In 2003 Victoria and Richard bought the last remaining Ellis Island ferryboat, Yankee Ferry, and turned it into a home and floating studio along with their two dachshunds. First built in Philadelphia in 1907, the 150-foot steel-hulled boat carried immigrants from Ellis Island to the mainland. The United States Navy commissioned it during World War I and World War II to be a patrol boat; at one time it guarded Boston Harbor, and it was placed on the National Register of Historic Places in 1992. As of 2024 the boat is docked in Staten Island.

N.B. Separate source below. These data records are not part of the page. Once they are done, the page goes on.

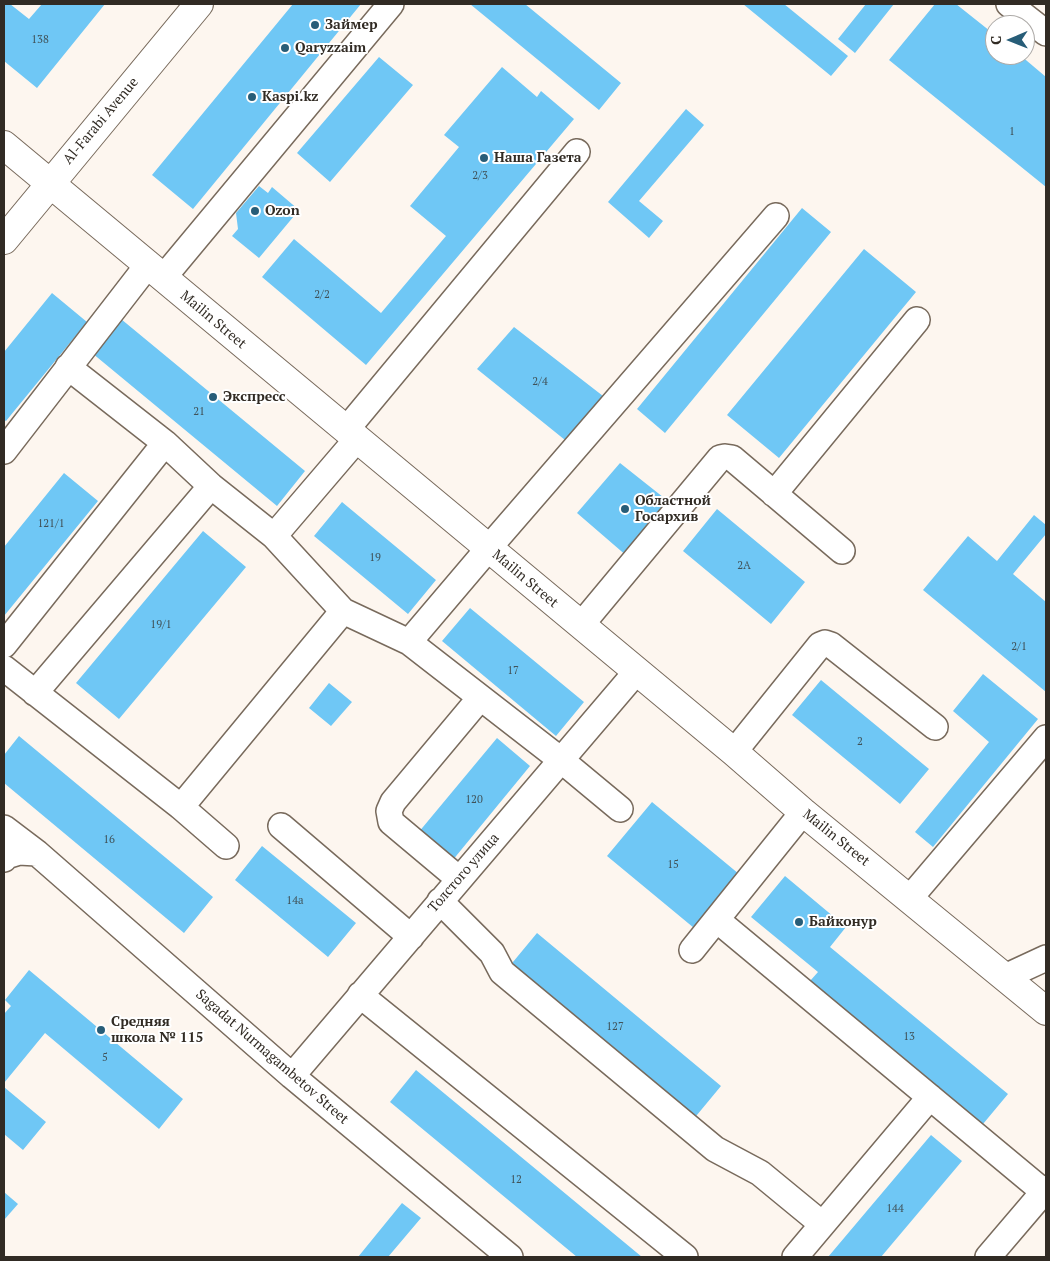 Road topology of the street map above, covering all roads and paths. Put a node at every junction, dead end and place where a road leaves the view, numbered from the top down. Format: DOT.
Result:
graph roads {
  1 [pos="199,4"];
  2 [pos="391,4"];
  3 [pos="1009,4"];
  4 [pos="1046,33"];
  5 [pos="4,146"];
  6 [pos="577,152"];
  7 [pos="49,184"];
  8 [pos="776,216"];
  9 [pos="4,240"];
  10 [pos="155,272"];
  11 [pos="917,320"];
  12 [pos="68,366"];
  13 [pos="351,435"];
  14 [pos="165,443"];
  15 [pos="4,450"];
  16 [pos="211,486"];
  17 [pos="774,494"];
  18 [pos="274,536"];
  19 [pos="488,549"];
  20 [pos="842,551"];
  21 [pos="344,611"];
  22 [pos="581,625"];
  23 [pos="409,642"];
  24 [pos="4,645"];
  25 [pos="4,668"];
  26 [pos="637,672"];
  27 [pos="34,693"];
  28 [pos="480,698"];
  29 [pos="935,727"];
  30 [pos="1046,738"];
  31 [pos="734,752"];
  32 [pos="561,760"];
  33 [pos="181,808"];
  34 [pos="620,809"];
  35 [pos="804,812"];
  36 [pos="281,826"];
  37 [pos="4,828"];
  38 [pos="226,846"];
  39 [pos="37,853"];
  40 [pos="4,859"];
  41 [pos="459,879"];
  42 [pos="910,898"];
  43 [pos="440,901"];
  44 [pos="718,920"];
  45 [pos="410,937"];
  46 [pos="692,950"];
  47 [pos="1046,958"];
  48 [pos="1006,977"];
  49 [pos="360,995"];
  50 [pos="1046,1011"];
  51 [pos="292,1076"];
  52 [pos="930,1097"];
  53 [pos="1045,1190"];
  54 [pos="822,1224"];
  55 [pos="510,1257"];
  56 [pos="684,1257"];
  57 [pos="795,1257"];
  58 [pos="988,1257"];
  1 -- 7 [label="main road, Al-Farabi Avenue"];
  2 -- 10 [label="street"];
  3 -- 4 [label="street"];
  5 -- 7 [label="main road, Mailin Street"];
  6 -- 13 [label="street"];
  7 -- 9 [label="main road, Al-Farabi Avenue"];
  7 -- 10 [label="main road, Mailin Street"];
  8 -- 19 [label="street"];
  10 -- 12 [label="street"];
  10 -- 13 [label="main road, Mailin Street"];
  11 -- 17 [label="street"];
  12 -- 14 [label="street"];
  12 -- 15 [label="street"];
  13 -- 18 [label="street"];
  13 -- 19 [label="main road, Mailin Street"];
  14 -- 16 [label="street"];
  14 -- 24 [label="street"];
  16 -- 18 [label="street"];
  16 -- 27 [label="street"];
  17 -- 20 [label="street"];
  17 -- 22 [label="street"];
  18 -- 21 [label="street"];
  19 -- 22 [label="main road, Mailin Street"];
  19 -- 23 [label="street"];
  21 -- 23 [label="street"];
  21 -- 33 [label="street"];
  22 -- 26 [label="main road, Mailin Street"];
  23 -- 28 [label="street"];
  25 -- 27 [label="street"];
  26 -- 31 [label="main road, Mailin Street"];
  26 -- 32 [label="street, Толстого улица"];
  27 -- 33 [label="street"];
  28 -- 32 [label="street"];
  28 -- 41 [label="street"];
  29 -- 31 [label="street"];
  30 -- 42 [label="street"];
  31 -- 35 [label="main road, Mailin Street"];
  32 -- 34 [label="street"];
  32 -- 41 [label="street, Толстого улица"];
  33 -- 38 [label="street"];
  35 -- 42 [label="main road, Mailin Street"];
  35 -- 44 [label="street"];
  36 -- 45 [label="street"];
  37 -- 39 [label="street, Sagadat Nurmagambetov Street"];
  39 -- 40 [label="street"];
  39 -- 51 [label="street, Sagadat Nurmagambetov Street"];
  41 -- 43 [label="street, Толстого улица"];
  42 -- 48 [label="main road, Mailin Street"];
  43 -- 45 [label="street, Толстого улица"];
  43 -- 54 [label="street"];
  44 -- 46 [label="street"];
  44 -- 52 [label="street"];
  45 -- 49 [label="street, Толстого улица"];
  47 -- 48 [label="street"];
  48 -- 50 [label="main road, Mailin Street"];
  49 -- 51 [label="street, Толстого улица"];
  49 -- 56 [label="street"];
  51 -- 55 [label="street, Sagadat Nurmagambetov Street"];
  52 -- 53 [label="street"];
  52 -- 54 [label="street"];
  53 -- 58 [label="street"];
  54 -- 57 [label="street"];
}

A year after purchasing the boat, Victoria told The Free Library: "It's so much more exciting and energizing to be sharing our work with the world in this more industrial way now."

==Court filings==
In 2000, amidst planning a second store that was to open on the iconic Rodeo Drive in Beverly Hills, the MacKenzie-Childs brand was forced to enter Chapter 11 bankruptcy protection following financial difficulties. After they defaulted on a $15.3 million loan, American Girl founder, Pleasant Rowland, purchased their assets from the bank for a fraction of that amount—$6 million. She subsequently used the remaining $10 million debt as leverage to force them into a non-compete agreement. The couple refused to be bound by such a deal and preempted this threat by filing for Chapter 7 bankruptcy to discharge their liabilities. They refused to sign the agreement, which would give up all rights to the MacKenzie-Childs name.

In 2001, after they lost their company, Richard and Victoria launched Victoria and Richard Emprise, under the name of which they continued to create and sell their designs.

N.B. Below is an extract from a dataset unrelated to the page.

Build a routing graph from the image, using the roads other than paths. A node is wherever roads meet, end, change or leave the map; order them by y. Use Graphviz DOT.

In 2006, Rowland sued Victoria and Richard for starting a new business using "Victoria and Richard," as their name had been sold off in the bankruptcy proceedings. The founders countersued Rowland for attaching their name to designs they did not create. In 2008, Rowland sold the company to Lee Feldman and Howard Cohen, partners at the Twin Lakes Capital equity firm based in New York. MacKenzie-Childs products are still signed "MacKenzie Childs."

==YouTube channel==
In 2020, Victoria MacKenzie-Childs launched a YouTube channel on life on the Yankee Ferry, offering personal accounts on subjects such as the story behind her rainbow-hued hairstyle, the loss of their company, and their drive to continue designing.

==Death==
MacKenzie-Childs died on March 4, 2026, at the age of 77. She was survived by her husband and their daughter, Heather Chaplet. Her cause of death was not disclosed, but it was reported that she did not seek medical help for health struggles, owing to her belief in Christian Science.